I suspect, the majourity of you won't like it either. It's acquired taste. But if you are feeling adventurous...

Makes 14-16 portions

There is no point of making a small batch of it. It takes ages and keeps for long time. It's a winter festive dish, as people tend to set it on their balconies, which requires cold temperatures. You can set it in the fridge too. The dish is served cold with mustard and horse radish.
Russian horse radish is coloured with beetroot juice which gives it a slightly sweeter taste and that bright pink colour. (That red stuff on the photo is horseradish).

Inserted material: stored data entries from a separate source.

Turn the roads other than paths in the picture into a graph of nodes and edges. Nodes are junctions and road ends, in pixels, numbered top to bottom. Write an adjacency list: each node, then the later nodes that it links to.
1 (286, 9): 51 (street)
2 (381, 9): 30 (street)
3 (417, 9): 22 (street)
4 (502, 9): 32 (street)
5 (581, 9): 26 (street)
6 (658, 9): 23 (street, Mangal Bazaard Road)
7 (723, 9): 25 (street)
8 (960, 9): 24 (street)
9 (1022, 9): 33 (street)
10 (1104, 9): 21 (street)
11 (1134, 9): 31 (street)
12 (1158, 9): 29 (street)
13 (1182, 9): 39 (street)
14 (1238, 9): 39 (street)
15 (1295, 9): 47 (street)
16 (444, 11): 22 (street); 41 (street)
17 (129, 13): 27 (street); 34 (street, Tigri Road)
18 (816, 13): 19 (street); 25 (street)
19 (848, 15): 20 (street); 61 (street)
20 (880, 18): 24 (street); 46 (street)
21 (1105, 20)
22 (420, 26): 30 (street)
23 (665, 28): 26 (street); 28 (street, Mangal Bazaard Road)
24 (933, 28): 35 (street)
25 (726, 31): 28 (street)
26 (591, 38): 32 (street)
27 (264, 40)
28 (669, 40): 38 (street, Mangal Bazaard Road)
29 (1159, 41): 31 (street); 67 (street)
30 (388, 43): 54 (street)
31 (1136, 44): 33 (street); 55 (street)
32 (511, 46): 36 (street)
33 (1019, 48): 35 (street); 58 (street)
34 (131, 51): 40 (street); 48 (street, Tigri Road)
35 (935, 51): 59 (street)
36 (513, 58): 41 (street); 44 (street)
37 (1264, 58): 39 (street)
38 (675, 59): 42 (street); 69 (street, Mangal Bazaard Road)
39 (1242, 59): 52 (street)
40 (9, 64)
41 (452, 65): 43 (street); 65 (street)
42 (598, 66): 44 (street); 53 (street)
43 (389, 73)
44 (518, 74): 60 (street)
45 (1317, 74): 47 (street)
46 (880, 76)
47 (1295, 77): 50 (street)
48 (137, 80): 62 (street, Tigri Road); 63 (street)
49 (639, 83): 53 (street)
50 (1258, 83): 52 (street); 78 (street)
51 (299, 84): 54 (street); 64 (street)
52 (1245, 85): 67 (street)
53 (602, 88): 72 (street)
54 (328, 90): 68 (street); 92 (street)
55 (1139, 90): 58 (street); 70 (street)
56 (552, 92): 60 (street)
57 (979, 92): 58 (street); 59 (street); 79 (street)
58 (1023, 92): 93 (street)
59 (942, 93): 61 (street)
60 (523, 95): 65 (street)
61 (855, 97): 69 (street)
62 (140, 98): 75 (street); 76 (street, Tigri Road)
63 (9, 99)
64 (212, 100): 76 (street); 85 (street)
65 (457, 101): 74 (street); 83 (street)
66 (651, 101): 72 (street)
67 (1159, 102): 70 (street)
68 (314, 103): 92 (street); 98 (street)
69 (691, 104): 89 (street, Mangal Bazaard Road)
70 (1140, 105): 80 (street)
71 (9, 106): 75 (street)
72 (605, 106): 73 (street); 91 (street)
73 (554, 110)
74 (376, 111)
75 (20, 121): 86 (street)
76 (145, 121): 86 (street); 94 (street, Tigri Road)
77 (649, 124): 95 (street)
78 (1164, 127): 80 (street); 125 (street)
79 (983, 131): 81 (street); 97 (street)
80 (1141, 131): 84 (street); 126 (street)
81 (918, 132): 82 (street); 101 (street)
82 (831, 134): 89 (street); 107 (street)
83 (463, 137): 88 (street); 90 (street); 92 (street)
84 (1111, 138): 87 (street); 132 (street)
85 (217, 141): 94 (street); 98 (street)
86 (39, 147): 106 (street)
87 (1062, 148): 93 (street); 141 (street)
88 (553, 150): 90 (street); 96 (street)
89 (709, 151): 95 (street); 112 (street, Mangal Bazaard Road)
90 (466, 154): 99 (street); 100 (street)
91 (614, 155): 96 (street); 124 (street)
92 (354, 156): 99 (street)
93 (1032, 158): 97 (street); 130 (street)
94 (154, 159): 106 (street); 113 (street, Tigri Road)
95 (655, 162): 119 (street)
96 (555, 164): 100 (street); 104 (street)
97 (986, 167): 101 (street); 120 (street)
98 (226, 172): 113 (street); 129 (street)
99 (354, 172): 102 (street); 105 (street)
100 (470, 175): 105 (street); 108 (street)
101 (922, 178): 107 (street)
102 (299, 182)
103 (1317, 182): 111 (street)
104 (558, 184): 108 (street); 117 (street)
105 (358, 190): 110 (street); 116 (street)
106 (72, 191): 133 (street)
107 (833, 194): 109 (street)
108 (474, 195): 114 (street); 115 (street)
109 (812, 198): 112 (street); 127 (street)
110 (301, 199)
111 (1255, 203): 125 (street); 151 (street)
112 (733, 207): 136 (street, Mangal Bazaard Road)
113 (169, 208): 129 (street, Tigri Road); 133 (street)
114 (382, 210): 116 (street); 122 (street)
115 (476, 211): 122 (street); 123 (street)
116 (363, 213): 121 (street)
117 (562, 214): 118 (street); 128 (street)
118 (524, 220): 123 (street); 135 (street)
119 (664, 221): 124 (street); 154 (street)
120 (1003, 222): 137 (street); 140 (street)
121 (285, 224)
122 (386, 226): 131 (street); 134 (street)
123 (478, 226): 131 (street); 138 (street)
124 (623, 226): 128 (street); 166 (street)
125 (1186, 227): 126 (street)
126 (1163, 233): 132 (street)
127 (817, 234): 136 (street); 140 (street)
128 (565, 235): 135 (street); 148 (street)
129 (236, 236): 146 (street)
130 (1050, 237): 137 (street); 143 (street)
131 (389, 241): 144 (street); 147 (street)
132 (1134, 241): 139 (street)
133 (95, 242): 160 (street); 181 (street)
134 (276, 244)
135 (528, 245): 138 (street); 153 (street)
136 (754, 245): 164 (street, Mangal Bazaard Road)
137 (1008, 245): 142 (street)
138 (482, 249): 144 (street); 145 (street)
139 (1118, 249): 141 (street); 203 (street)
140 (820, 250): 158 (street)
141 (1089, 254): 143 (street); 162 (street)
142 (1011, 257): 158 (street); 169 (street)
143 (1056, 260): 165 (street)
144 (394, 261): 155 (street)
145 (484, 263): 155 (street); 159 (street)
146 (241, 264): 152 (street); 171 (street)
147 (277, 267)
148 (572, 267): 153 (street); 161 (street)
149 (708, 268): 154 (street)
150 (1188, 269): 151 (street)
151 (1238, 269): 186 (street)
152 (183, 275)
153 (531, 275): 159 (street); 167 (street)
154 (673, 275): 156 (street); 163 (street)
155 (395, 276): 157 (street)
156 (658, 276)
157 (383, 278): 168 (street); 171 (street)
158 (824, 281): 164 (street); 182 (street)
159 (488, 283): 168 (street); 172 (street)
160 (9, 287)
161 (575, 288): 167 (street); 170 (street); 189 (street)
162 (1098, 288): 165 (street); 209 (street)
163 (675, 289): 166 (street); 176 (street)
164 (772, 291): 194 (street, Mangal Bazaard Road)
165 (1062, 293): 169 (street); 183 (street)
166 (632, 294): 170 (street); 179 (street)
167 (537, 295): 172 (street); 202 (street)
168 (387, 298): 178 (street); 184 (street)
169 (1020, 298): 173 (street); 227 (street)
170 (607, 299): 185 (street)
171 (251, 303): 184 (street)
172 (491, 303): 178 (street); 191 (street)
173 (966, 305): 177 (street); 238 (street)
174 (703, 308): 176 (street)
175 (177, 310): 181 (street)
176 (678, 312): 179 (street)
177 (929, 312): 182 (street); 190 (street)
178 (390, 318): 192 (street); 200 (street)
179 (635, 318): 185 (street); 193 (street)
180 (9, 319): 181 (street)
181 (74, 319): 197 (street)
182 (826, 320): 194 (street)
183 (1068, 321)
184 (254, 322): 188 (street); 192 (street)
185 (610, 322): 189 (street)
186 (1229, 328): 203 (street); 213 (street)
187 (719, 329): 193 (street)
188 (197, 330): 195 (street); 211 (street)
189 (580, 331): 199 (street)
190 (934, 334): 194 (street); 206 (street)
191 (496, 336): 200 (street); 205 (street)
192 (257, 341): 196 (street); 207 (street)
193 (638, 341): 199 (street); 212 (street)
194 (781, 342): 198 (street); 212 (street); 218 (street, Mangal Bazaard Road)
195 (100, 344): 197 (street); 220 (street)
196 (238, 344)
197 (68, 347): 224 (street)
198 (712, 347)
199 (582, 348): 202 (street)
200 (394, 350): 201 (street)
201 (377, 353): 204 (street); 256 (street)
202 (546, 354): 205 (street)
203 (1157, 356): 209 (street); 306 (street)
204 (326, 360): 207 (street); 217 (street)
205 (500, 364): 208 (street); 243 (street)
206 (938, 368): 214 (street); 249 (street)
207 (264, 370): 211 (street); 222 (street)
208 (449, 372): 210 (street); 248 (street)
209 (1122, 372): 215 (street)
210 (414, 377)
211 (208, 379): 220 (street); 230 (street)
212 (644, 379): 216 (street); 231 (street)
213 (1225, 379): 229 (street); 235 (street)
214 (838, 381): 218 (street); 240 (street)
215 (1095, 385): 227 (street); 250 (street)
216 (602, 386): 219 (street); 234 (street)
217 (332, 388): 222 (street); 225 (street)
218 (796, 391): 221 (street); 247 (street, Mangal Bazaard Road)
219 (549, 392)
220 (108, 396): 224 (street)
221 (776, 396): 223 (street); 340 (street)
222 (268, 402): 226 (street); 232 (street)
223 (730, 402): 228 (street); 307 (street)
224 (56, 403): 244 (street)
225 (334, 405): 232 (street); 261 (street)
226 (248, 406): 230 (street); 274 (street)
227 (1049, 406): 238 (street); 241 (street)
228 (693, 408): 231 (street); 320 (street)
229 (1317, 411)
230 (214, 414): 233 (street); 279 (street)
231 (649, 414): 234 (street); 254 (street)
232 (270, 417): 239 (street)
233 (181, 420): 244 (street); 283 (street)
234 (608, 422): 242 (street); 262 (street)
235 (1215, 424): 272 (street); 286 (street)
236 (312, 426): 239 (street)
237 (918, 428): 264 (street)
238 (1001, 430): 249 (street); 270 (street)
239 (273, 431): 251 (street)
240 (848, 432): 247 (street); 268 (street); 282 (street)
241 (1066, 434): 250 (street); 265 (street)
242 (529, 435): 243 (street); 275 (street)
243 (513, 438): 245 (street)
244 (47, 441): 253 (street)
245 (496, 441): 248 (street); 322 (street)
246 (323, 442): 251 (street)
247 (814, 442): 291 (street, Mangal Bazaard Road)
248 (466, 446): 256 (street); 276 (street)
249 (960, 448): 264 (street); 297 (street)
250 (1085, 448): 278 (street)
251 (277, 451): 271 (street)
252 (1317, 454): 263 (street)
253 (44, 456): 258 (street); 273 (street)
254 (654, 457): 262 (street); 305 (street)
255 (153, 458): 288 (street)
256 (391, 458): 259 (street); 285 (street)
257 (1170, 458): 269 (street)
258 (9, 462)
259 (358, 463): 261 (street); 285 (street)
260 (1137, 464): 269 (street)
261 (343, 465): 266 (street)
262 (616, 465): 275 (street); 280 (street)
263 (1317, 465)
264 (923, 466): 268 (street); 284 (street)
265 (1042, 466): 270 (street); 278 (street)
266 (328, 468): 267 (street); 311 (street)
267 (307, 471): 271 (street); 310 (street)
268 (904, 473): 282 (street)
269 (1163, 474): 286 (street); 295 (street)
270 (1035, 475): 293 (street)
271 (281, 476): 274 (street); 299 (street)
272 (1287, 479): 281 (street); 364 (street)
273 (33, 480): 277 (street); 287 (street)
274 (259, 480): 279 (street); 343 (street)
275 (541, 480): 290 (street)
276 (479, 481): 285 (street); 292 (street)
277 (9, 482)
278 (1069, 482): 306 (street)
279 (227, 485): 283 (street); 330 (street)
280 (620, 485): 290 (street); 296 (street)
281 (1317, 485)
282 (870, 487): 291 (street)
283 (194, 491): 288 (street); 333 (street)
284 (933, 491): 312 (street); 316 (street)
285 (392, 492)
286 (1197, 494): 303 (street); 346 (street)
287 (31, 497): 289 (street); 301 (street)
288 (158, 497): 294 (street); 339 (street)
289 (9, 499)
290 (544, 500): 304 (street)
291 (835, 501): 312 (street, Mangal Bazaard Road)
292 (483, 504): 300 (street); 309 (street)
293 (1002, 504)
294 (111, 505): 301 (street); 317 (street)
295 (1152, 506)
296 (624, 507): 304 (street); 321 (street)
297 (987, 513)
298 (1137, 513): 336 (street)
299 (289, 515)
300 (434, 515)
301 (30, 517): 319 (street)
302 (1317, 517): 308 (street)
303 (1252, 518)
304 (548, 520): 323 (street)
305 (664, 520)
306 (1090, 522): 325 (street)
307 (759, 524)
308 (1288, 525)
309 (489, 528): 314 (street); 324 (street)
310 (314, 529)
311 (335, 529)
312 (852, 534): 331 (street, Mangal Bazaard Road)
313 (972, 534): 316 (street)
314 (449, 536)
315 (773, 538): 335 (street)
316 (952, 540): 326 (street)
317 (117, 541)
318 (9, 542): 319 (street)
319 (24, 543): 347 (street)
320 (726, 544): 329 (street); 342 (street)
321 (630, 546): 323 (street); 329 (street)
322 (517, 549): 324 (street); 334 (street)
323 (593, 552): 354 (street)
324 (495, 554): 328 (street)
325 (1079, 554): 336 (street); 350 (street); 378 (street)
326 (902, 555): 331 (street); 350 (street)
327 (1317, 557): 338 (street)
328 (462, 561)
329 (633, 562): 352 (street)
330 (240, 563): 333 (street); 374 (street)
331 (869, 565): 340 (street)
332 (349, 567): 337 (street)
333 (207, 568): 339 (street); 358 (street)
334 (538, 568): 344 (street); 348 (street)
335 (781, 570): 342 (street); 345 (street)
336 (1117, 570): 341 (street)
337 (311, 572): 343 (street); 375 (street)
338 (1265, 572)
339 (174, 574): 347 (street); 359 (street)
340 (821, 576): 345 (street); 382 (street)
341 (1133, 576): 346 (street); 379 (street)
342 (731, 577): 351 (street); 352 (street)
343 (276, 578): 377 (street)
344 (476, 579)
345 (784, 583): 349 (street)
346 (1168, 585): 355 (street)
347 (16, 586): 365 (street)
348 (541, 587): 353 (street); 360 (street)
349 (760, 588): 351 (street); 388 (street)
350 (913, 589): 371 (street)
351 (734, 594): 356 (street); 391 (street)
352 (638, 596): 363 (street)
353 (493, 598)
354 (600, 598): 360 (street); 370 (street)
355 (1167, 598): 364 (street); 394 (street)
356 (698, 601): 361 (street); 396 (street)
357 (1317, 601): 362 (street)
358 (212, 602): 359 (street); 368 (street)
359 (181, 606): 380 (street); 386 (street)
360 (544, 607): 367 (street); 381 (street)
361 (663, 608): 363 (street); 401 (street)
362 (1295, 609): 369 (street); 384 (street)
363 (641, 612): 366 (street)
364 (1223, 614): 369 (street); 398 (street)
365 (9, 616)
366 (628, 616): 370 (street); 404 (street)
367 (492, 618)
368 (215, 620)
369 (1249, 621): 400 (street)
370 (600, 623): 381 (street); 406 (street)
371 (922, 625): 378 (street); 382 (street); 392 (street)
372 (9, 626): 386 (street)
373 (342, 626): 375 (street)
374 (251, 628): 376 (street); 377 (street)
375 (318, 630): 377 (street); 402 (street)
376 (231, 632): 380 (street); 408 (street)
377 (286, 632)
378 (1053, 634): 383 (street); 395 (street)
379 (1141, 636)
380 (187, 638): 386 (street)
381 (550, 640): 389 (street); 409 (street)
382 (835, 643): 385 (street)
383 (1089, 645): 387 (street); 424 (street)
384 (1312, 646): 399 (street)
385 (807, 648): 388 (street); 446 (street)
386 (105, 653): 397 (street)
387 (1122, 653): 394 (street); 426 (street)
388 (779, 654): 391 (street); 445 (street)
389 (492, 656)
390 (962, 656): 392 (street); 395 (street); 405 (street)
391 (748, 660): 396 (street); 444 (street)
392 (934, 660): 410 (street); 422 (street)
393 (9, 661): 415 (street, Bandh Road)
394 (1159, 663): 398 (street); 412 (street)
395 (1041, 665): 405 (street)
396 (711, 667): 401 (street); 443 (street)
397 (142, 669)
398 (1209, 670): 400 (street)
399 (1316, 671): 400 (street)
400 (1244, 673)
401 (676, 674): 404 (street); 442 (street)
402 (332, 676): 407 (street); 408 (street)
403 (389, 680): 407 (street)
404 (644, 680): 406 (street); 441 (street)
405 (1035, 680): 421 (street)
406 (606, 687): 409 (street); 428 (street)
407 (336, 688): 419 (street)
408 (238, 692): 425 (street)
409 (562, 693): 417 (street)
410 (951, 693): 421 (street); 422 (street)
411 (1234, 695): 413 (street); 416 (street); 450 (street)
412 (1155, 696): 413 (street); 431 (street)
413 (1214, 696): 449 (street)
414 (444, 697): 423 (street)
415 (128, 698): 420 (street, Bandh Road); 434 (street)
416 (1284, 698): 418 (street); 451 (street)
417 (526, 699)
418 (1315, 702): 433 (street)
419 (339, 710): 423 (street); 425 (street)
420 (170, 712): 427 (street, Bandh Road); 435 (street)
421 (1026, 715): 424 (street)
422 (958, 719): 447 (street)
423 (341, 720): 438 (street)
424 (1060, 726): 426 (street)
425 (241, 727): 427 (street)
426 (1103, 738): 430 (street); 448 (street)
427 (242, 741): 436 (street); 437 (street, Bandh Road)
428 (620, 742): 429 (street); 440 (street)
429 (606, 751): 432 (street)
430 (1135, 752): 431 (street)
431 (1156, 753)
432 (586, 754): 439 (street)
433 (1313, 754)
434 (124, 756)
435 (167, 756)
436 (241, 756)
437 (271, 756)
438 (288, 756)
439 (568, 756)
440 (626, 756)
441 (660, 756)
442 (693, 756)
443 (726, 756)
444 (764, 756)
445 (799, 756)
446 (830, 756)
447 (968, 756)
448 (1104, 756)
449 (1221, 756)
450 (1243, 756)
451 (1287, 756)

1-2 pork legs (yes, I am not kidding. Pork legs minus hooves, washed and scrubbed)
2kg beef shank with bone - the bone will help the aspic set.
1 small rooster - for some reason you really need a rooster and not a girl chicken - they are leaner and musclier, which is what we need.
2 carrots
1 onion with skin on
12-16 black peppercorns
1 heaped teaspoon of salt
Ground pepper
3-4 bay leaves
6-7 garlic cloves
Various large, deep serving dishes



Scrub and wash pork feet. They are a very important component of the dish - they provide gelatin for the stock and chewy texture for the final dish.
You will probably only get beef shanks already in pieces - make sure you keep the bone. Or ask your butcher for the bones separately.
Cut the rooster in large-ish pieces.
Wash all the meat nicely.

Cooking two stocks:

Now put all the meat in a pan, cover with water, bring to the boil and boil vigorously for 5 minutes. All the scum will raise to the surface.
After 5 minutes of boiling. Take the meat out. Discard the stock and wash the meat in fresh water again. Doing this will ensure that your second stock is clear, which is what you need.

Now put the washed meat into a large pan. Pork legs first, followed by the beef and the rooster.
Add one onion - quartered with skin on - and roughly chopped carrots.
Add the bay, peppercorns and salt.

I was surprised how little salt goes into the dish. Only one heaped teaspoon. Normally, Ukrainians and Russians love salty stuff. But it seems to work.

Cover generously with fresh water- it needs to cover the meat by at least 1-2 inches.
Bring to the boil, put on low heat, cover and cook for 6 hours.

Assembly and setting:

After 6 hours of cooking, the meat will be falling off the bones.
Take the meat out, leaving the veg and spices in the stock.
Put the stock through a fine sieve and set aside. Let it cool a little and skim as much fat off the top as you can.

When the meat cooled down, take all meat off the bones. Down to the tiniest bits. Make sure no bones are left.

Roughly chop the meat (including that gelatinous meat from the pork feet).  

Place the chopped meat 1 - 1.2 inches deep in the serving dishes. Spread it on the bottom so it covers it all. Pour the stock on top of it. Now crush garlic cloves and add to the stock - you will kind of need to sprinkle it all over. Sprinkle with the ground black pepper.

Leave kholodets in a cold place (in the fridge or on a cold balcony/conservatory) to set. Serve cold with mustard and horse radish, as part of a celebratory mezze.

This recipe is courtesy of my mummy. She has now truly taken the cooking baton from my babushka and her kholodets was every mouthful as good as granny's. I loved your kholodets!